俺はそれらの房からのジトッとした視線を無視して一番奥の扉に向かった。
物々しい鉄の扉だ。
どう考えても中の部屋はまともな使われ方をしていない。
今も女の人のくぐもったうめき声が漏れ出ている。
急いだほうがよさそうだ。
俺は扉を破壊して中に入った。
儀を重んじるおっさんとしては、一言二言であっても会話したことのある女の子を助けてあげたいと思う。

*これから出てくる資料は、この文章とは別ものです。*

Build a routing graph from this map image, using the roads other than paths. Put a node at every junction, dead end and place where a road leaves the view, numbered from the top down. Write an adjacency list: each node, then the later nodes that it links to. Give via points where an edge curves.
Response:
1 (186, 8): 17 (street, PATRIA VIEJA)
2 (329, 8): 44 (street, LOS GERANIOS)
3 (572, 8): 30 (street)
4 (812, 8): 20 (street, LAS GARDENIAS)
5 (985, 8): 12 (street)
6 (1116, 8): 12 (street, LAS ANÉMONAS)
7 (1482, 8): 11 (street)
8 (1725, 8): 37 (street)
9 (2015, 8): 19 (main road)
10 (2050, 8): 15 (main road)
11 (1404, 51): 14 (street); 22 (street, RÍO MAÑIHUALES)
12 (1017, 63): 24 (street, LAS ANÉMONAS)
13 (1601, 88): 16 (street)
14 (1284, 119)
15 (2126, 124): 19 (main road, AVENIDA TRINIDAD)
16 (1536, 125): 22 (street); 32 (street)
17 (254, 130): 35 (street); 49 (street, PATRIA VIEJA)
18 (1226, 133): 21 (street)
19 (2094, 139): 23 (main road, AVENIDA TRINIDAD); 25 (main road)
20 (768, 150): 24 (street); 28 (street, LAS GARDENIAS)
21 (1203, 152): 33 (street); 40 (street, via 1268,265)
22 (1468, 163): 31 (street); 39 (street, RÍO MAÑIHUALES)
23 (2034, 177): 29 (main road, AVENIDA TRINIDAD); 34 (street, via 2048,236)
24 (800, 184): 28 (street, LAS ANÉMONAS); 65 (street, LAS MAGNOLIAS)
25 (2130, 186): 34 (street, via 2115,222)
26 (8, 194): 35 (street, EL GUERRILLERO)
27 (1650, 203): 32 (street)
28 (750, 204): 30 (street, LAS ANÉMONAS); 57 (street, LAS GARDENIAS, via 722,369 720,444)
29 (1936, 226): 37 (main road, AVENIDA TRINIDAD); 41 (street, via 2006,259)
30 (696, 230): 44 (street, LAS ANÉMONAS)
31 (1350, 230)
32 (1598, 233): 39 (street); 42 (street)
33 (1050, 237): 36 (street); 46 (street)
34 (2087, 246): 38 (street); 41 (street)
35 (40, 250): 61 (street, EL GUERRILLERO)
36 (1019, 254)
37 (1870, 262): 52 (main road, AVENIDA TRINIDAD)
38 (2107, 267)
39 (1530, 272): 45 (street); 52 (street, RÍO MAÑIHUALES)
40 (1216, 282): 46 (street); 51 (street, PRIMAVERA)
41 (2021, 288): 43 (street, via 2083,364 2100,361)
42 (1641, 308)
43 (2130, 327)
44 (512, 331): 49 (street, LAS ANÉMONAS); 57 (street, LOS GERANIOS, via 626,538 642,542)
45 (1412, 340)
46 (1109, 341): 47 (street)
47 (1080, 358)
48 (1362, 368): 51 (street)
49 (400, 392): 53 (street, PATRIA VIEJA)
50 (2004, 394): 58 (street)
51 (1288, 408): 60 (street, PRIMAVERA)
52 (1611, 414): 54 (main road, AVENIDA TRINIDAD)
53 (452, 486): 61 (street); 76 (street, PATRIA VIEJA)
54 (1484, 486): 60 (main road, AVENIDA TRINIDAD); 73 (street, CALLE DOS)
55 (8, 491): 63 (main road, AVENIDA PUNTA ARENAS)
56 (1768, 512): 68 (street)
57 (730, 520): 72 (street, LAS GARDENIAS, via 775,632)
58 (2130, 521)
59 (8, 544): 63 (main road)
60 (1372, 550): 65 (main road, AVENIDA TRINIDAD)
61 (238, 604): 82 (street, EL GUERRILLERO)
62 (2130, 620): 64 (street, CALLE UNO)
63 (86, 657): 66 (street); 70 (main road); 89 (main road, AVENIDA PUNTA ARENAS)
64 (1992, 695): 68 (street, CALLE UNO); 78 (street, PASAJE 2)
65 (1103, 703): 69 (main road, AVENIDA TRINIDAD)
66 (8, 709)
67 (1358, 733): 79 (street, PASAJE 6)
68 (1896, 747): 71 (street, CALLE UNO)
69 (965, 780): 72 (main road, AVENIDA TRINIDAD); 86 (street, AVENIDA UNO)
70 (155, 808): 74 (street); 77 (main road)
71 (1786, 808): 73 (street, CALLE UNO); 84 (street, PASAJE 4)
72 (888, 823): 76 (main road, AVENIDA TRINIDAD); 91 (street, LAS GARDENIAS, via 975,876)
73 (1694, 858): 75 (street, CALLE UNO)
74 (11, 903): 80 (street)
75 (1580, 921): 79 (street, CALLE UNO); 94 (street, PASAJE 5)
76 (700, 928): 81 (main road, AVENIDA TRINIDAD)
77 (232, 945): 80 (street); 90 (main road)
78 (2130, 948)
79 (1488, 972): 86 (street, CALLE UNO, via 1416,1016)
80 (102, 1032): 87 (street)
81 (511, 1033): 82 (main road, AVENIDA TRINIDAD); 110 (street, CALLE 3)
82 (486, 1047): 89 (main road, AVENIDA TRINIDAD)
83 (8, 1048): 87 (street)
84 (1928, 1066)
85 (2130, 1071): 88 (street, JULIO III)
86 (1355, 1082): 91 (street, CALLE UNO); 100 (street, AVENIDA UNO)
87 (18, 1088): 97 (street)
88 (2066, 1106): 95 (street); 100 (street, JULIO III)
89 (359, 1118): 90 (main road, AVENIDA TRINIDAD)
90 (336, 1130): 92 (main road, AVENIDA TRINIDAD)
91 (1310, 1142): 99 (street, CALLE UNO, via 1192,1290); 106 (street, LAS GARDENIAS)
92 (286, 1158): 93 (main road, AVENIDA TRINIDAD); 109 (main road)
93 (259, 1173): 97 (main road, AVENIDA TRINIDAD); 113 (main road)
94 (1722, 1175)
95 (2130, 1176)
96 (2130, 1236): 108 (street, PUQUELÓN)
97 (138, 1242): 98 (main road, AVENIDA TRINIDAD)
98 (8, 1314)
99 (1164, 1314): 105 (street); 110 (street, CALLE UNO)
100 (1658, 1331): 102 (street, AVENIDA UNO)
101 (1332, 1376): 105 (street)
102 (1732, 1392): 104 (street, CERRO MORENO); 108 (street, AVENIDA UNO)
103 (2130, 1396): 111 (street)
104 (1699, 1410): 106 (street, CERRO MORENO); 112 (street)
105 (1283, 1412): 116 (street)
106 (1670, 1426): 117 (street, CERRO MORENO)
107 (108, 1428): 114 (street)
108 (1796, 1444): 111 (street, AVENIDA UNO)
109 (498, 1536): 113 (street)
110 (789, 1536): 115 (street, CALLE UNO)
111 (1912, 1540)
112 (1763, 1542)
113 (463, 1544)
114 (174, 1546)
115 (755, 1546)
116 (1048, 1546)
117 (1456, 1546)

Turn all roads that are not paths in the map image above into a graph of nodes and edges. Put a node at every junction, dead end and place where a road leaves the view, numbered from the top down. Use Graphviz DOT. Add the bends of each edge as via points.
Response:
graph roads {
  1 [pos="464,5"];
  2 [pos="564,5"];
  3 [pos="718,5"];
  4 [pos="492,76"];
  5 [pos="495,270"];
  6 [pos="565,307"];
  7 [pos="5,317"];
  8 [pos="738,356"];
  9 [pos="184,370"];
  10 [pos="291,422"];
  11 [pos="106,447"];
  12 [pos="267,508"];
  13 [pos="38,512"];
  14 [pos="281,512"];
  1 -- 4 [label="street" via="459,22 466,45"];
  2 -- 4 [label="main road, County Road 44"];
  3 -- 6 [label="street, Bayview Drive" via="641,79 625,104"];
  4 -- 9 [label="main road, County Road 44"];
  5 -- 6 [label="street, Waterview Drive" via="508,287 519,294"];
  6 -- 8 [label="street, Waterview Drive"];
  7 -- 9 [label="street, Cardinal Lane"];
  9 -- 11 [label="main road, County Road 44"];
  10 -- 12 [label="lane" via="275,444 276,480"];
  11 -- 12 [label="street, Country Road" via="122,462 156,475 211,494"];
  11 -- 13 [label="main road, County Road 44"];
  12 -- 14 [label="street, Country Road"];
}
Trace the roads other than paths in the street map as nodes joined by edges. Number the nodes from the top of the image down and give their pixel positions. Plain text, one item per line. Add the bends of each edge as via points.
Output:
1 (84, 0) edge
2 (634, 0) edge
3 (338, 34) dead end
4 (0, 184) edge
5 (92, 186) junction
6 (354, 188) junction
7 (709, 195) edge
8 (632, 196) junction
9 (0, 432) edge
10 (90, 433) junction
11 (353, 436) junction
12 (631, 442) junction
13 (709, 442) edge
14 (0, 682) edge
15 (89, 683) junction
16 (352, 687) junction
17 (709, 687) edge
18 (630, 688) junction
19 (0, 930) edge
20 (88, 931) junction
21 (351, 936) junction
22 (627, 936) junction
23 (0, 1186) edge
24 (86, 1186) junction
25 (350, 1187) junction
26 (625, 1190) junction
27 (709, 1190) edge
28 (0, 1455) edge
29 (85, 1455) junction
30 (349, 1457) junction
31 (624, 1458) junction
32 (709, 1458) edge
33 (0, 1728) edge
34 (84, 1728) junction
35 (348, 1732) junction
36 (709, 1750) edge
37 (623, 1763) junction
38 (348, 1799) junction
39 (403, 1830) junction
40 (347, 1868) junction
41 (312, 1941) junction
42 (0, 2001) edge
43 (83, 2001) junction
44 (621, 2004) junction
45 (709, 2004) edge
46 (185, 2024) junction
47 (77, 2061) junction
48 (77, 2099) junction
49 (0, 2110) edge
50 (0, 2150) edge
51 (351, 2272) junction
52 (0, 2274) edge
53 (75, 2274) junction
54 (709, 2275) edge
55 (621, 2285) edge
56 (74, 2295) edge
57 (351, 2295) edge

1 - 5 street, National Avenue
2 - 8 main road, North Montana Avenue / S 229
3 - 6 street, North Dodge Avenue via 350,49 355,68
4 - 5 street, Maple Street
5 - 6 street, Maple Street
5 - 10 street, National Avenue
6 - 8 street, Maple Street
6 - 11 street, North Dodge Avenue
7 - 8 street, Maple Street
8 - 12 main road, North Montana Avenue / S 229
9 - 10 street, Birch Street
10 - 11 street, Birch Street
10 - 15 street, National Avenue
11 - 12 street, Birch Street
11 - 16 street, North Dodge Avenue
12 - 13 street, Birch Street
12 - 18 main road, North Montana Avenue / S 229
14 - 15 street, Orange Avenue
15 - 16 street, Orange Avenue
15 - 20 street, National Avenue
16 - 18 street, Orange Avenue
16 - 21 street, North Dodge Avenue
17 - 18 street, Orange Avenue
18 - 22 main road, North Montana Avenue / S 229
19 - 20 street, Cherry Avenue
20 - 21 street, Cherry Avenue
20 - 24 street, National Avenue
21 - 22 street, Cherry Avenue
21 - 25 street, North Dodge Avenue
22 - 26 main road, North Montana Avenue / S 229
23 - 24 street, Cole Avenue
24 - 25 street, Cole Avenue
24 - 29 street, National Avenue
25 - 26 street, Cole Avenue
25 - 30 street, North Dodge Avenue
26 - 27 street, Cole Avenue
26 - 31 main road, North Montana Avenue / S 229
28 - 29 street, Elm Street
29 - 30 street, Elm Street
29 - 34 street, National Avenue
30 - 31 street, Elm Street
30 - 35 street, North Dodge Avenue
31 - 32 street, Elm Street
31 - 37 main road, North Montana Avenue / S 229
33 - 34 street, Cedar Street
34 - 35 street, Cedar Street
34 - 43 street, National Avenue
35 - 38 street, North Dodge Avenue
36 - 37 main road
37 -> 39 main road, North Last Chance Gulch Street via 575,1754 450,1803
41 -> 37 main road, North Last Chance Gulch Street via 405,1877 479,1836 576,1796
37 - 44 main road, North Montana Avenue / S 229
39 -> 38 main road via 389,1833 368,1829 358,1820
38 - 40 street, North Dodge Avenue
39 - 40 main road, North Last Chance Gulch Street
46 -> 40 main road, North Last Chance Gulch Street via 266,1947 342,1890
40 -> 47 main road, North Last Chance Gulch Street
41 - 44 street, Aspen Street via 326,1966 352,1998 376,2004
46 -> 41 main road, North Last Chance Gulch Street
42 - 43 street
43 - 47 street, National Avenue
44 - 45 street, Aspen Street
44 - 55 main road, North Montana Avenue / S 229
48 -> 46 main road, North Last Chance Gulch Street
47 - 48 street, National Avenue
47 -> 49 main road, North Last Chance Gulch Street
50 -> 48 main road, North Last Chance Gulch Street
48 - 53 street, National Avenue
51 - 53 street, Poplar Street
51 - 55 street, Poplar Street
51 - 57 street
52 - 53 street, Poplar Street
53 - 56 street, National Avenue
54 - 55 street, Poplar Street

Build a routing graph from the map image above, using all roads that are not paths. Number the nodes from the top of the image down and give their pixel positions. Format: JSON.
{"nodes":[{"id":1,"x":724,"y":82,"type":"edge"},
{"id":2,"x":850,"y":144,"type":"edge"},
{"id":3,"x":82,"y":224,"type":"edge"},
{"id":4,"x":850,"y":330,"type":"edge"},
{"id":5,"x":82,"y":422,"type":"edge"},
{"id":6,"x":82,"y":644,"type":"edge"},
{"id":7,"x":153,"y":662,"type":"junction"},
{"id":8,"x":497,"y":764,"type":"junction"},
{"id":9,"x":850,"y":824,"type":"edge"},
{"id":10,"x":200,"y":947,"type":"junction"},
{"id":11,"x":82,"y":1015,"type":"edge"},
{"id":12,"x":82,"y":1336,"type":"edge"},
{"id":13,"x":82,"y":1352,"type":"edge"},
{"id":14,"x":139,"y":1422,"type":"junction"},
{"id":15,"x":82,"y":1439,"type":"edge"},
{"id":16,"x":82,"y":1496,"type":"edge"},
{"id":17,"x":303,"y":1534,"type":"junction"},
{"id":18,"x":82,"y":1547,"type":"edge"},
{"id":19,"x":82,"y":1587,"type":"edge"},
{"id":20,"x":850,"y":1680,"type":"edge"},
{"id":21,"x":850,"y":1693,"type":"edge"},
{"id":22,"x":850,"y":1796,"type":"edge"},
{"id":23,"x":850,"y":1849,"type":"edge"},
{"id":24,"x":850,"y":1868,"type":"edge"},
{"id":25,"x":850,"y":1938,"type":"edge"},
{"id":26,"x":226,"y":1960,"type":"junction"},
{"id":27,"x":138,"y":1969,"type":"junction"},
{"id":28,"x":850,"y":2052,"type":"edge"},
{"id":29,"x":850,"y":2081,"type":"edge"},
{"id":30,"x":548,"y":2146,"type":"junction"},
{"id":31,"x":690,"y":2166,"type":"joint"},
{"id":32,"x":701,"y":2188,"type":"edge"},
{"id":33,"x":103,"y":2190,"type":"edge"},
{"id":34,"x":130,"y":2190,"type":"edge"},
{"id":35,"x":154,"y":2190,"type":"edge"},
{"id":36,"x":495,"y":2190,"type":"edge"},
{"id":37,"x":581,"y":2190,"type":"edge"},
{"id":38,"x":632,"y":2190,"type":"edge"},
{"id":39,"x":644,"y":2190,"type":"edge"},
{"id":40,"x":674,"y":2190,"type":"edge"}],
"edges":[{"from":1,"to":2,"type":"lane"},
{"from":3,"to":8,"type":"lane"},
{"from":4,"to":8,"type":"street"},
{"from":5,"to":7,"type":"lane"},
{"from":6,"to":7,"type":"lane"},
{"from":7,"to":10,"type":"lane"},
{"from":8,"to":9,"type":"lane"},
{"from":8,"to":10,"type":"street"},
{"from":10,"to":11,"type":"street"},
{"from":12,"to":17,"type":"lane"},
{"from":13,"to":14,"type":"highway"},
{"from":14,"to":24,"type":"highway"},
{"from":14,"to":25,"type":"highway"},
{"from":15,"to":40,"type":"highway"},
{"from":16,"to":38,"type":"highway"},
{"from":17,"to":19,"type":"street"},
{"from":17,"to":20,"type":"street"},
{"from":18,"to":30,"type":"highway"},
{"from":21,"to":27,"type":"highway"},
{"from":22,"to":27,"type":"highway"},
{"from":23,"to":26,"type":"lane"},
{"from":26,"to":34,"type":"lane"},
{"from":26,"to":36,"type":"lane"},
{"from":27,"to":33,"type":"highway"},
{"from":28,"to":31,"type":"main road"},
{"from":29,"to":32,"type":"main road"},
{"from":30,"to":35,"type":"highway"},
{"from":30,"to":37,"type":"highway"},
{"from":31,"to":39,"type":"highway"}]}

男子高校生だったらというイフは今は意味を成さないので考えない。
おっさんが女子高生を好きなのはもはや世界の摂理とかそういう問題だから、それを議論しても仕方がないだろう。
俺は中条さんの位置情報を調べる。
これは決して邪な気持ちからやっているわけではないのだ。
緊急事態だから。
中条さんがいるのはステルシア聖王国の大聖堂の地下のようだ。
建物のどこにいるかまでわかるとは、ゴッドポジショニングシステムは素晴らしいな。
しかし地下と聞くだけでなぜか悪い想像をしてしまうのは俺だけだろうか。
とにかく、一度様子を見にいってみよう。
最近分かったことなのだが、神のスマホのマップ機能を使うと行ったことの無い場所であっても転移することができるのだ。
神の苦無威を使えば、誰にも気が付かれずに浸入することも可能だろう。
俺は神の苦無威を握り締めて、聖王国に転移した。
「来ないでください!!それ以上近づいたら燃やしますよ」
「怖いねえ、勇者様は。だが、これを見てもそんな威勢のいいことが言えるかな?」
「助けてぇ、お姉ちゃん!!」
「なっ!あなたたちはどこまで卑劣なんですか!!獣人の子供を、人質にするなんて!!」
「ひひひっ、なんとでも言え。俺達はお前を拷問して犯せればなんでもいいからな。辛いのが嫌なら早くガキを生んで神器を受け継がせることだな。そうすれば楽に殺してやるからよ」
「くっ……」
とんでもない状況に転移してきてしまった。
しかし中条さんはまだ乱暴されたりはしていない様子。
なんとか間に合ってよかったな。
この様子だと獣人の子供を盾にどんなことをされるのか分かったものじゃない。
この状況は一体どうなっているのかな。
中条さんはステルシア聖王国の陣営に所属していたはずだ。
教皇派ではなく、枢機卿の一人の陣営だ。
それがこんなところに幽閉されて、獣人の子供を盾に酷い目にあわされようとしている。
まあ何があったのかは本人から聞くとしよう。
俺は獣人の子供を押さえつけている男の背中から忍び寄り、手にしたクナイで心臓を一突きにした。
「かはっ……」
ばたり、と男が倒れこむ。
神の苦無威の凄いところは、ここで他の人への隠密効果が切れないところだ。
神の苦無威の隠密効果は、触れた人間にのみ解除される。
しかし唯一触れた人間である男は絶命。
他の人には男が突然死んだように見えているだろう。
暗殺が失敗しない限りは無限の隠密能力を得ることができるとは、まさに神の名を冠するのに相応しい神器だ。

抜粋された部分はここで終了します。